== Segment start ==

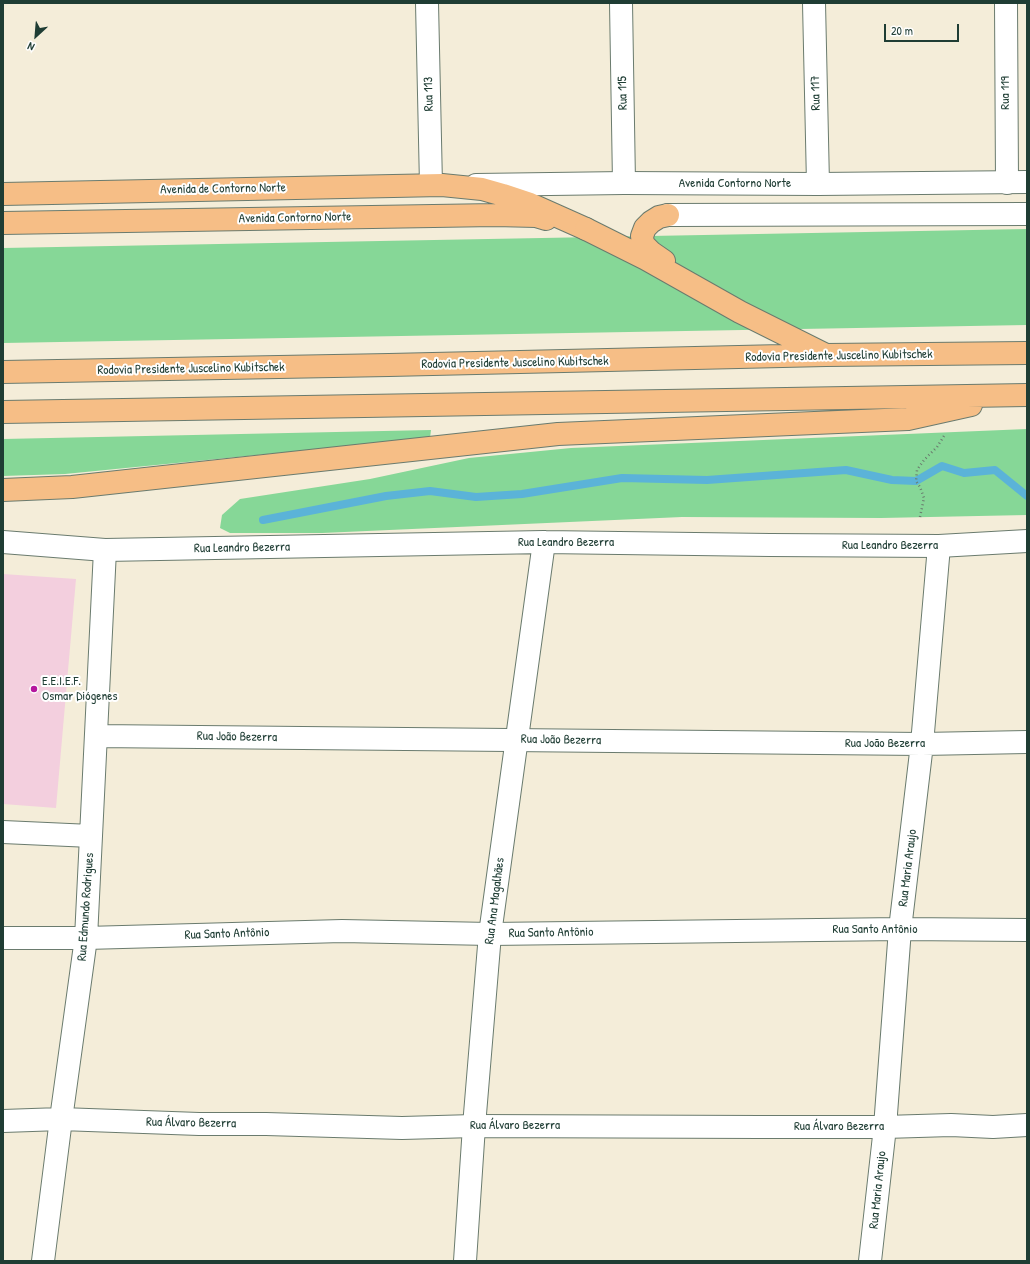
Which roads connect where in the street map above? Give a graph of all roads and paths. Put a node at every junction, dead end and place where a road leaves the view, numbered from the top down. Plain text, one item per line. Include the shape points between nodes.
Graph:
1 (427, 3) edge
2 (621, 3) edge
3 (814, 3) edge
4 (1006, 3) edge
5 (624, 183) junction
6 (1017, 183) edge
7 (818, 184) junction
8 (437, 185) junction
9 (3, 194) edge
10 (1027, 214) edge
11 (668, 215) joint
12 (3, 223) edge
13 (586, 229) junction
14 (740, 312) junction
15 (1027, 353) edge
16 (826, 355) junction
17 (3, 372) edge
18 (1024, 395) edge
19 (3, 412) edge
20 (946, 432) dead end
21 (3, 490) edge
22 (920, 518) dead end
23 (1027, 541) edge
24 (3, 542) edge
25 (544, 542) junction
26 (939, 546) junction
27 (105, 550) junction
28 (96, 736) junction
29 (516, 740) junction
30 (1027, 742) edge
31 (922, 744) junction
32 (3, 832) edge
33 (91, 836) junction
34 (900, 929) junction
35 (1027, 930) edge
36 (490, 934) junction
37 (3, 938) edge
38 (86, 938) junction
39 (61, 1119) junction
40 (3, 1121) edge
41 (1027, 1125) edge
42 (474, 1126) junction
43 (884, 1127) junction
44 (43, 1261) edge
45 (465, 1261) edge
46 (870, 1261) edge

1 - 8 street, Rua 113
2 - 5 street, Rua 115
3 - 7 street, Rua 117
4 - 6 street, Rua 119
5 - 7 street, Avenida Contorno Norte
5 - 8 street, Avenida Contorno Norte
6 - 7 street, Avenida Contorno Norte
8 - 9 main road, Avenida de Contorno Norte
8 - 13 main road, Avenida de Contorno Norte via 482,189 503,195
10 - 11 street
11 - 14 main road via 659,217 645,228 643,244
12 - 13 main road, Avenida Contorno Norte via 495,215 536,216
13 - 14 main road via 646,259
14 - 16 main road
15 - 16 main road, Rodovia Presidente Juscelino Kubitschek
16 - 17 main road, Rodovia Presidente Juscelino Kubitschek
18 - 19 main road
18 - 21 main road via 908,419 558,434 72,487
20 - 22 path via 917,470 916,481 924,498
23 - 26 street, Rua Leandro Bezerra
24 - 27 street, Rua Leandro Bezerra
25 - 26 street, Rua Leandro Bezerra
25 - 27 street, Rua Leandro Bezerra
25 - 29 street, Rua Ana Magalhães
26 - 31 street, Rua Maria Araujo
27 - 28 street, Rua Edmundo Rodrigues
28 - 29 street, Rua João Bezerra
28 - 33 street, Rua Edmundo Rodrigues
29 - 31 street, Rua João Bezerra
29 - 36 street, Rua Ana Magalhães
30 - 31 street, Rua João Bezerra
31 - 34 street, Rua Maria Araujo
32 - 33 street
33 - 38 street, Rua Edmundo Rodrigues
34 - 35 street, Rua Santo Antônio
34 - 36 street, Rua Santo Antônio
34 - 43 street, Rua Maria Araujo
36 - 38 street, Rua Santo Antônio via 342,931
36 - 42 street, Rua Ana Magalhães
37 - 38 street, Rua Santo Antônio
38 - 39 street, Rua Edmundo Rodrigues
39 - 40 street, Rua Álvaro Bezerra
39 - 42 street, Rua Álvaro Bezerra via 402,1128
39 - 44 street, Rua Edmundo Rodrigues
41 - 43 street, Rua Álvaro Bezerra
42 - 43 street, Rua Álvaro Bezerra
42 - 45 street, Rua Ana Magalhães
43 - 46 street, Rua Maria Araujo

== Segment end ==

(WORK TO BE COMPLETED): Print the whole listing exactly. No pictures belong in the copy.

(WRITTEN SOLUTION):
Which roads connect where in the street map above? Give a graph of all roads and paths. Put a node at every junction, dead end and place where a road leaves the view, numbered from the top down. Plain text, one item per line. Include the shape points between nodes.
Graph:
1 (427, 3) edge
2 (621, 3) edge
3 (814, 3) edge
4 (1006, 3) edge
5 (624, 183) junction
6 (1017, 183) edge
7 (818, 184) junction
8 (437, 185) junction
9 (3, 194) edge
10 (1027, 214) edge
11 (668, 215) joint
12 (3, 223) edge
13 (586, 229) junction
14 (740, 312) junction
15 (1027, 353) edge
16 (826, 355) junction
17 (3, 372) edge
18 (1024, 395) edge
19 (3, 412) edge
20 (946, 432) dead end
21 (3, 490) edge
22 (920, 518) dead end
23 (1027, 541) edge
24 (3, 542) edge
25 (544, 542) junction
26 (939, 546) junction
27 (105, 550) junction
28 (96, 736) junction
29 (516, 740) junction
30 (1027, 742) edge
31 (922, 744) junction
32 (3, 832) edge
33 (91, 836) junction
34 (900, 929) junction
35 (1027, 930) edge
36 (490, 934) junction
37 (3, 938) edge
38 (86, 938) junction
39 (61, 1119) junction
40 (3, 1121) edge
41 (1027, 1125) edge
42 (474, 1126) junction
43 (884, 1127) junction
44 (43, 1261) edge
45 (465, 1261) edge
46 (870, 1261) edge

1 - 8 street, Rua 113
2 - 5 street, Rua 115
3 - 7 street, Rua 117
4 - 6 street, Rua 119
5 - 7 street, Avenida Contorno Norte
5 - 8 street, Avenida Contorno Norte
6 - 7 street, Avenida Contorno Norte
8 - 9 main road, Avenida de Contorno Norte
8 - 13 main road, Avenida de Contorno Norte via 482,189 503,195
10 - 11 street
11 - 14 main road via 659,217 645,228 643,244
12 - 13 main road, Avenida Contorno Norte via 495,215 536,216
13 - 14 main road via 646,259
14 - 16 main road
15 - 16 main road, Rodovia Presidente Juscelino Kubitschek
16 - 17 main road, Rodovia Presidente Juscelino Kubitschek
18 - 19 main road
18 - 21 main road via 908,419 558,434 72,487
20 - 22 path via 917,470 916,481 924,498
23 - 26 street, Rua Leandro Bezerra
24 - 27 street, Rua Leandro Bezerra
25 - 26 street, Rua Leandro Bezerra
25 - 27 street, Rua Leandro Bezerra
25 - 29 street, Rua Ana Magalhães
26 - 31 street, Rua Maria Araujo
27 - 28 street, Rua Edmundo Rodrigues
28 - 29 street, Rua João Bezerra
28 - 33 street, Rua Edmundo Rodrigues
29 - 31 street, Rua João Bezerra
29 - 36 street, Rua Ana Magalhães
30 - 31 street, Rua João Bezerra
31 - 34 street, Rua Maria Araujo
32 - 33 street
33 - 38 street, Rua Edmundo Rodrigues
34 - 35 street, Rua Santo Antônio
34 - 36 street, Rua Santo Antônio
34 - 43 street, Rua Maria Araujo
36 - 38 street, Rua Santo Antônio via 342,931
36 - 42 street, Rua Ana Magalhães
37 - 38 street, Rua Santo Antônio
38 - 39 street, Rua Edmundo Rodrigues
39 - 40 street, Rua Álvaro Bezerra
39 - 42 street, Rua Álvaro Bezerra via 402,1128
39 - 44 street, Rua Edmundo Rodrigues
41 - 43 street, Rua Álvaro Bezerra
42 - 43 street, Rua Álvaro Bezerra
42 - 45 street, Rua Ana Magalhães
43 - 46 street, Rua Maria Araujo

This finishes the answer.